在感染SARS-CoV-2的不同疾病进展阶段，依据核酸、IgM和IgG抗体的不同检测结果，不仅可判定患者所处的感染时期，还可通过核酸与抗体联合检测提高诊断效率[13]，更有效地进行临床检测和疫情防控。

5 结语

核酸和抗体检测的效率不尽相同，两者联合使用，可取长补短，不仅可以有效提高SARS-CoV-2的诊断准确性和时效性，还能更好地了解病毒载量和疾病进展，指导临床诊疗工作。

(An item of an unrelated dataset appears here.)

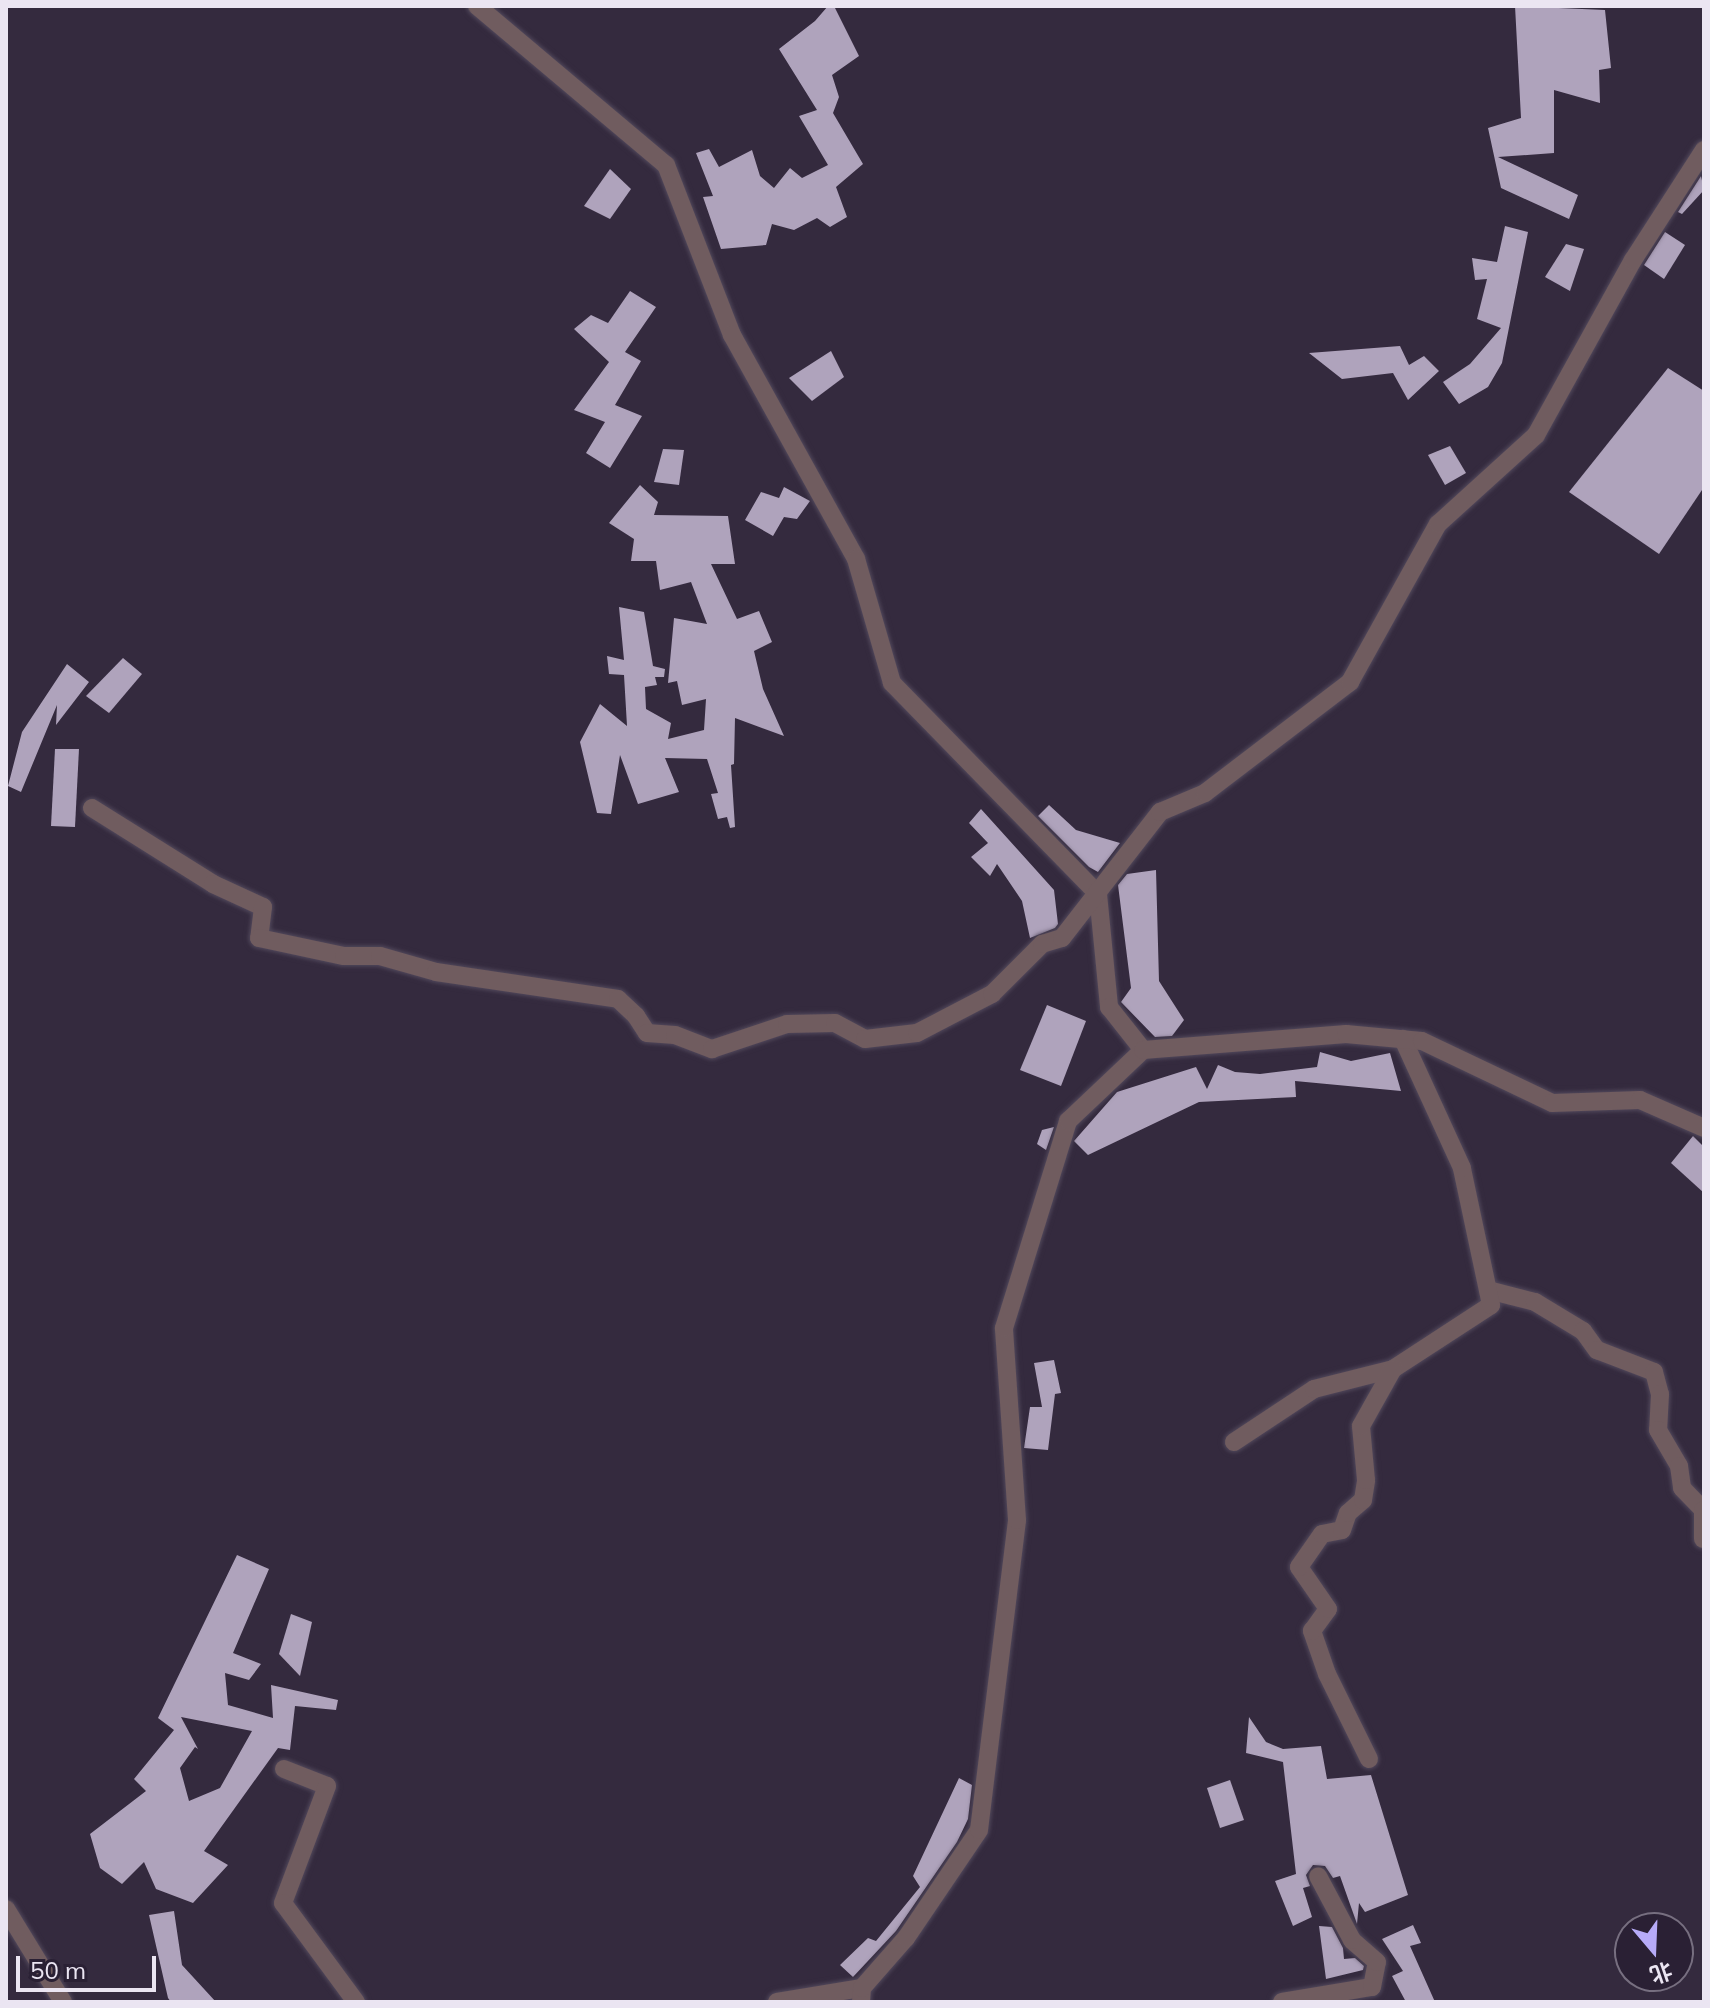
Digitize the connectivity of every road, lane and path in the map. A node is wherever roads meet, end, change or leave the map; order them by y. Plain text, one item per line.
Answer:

但经临床实践证实，SARS-CoV-2的检测必须结合临床、影像学、流行病学资料进行综合分析，才能确诊SARS-CoV-2患者，因此，有必要开发更灵敏和更特异的检测技术和靶向治疗方法，以满足临床的防控需求。此外，在实际应用过程中，由于不同厂家生产的试剂盒的性能尚无评价数据，因此，对试剂盒的灵敏度、特异度及准确性等指标亟待评估。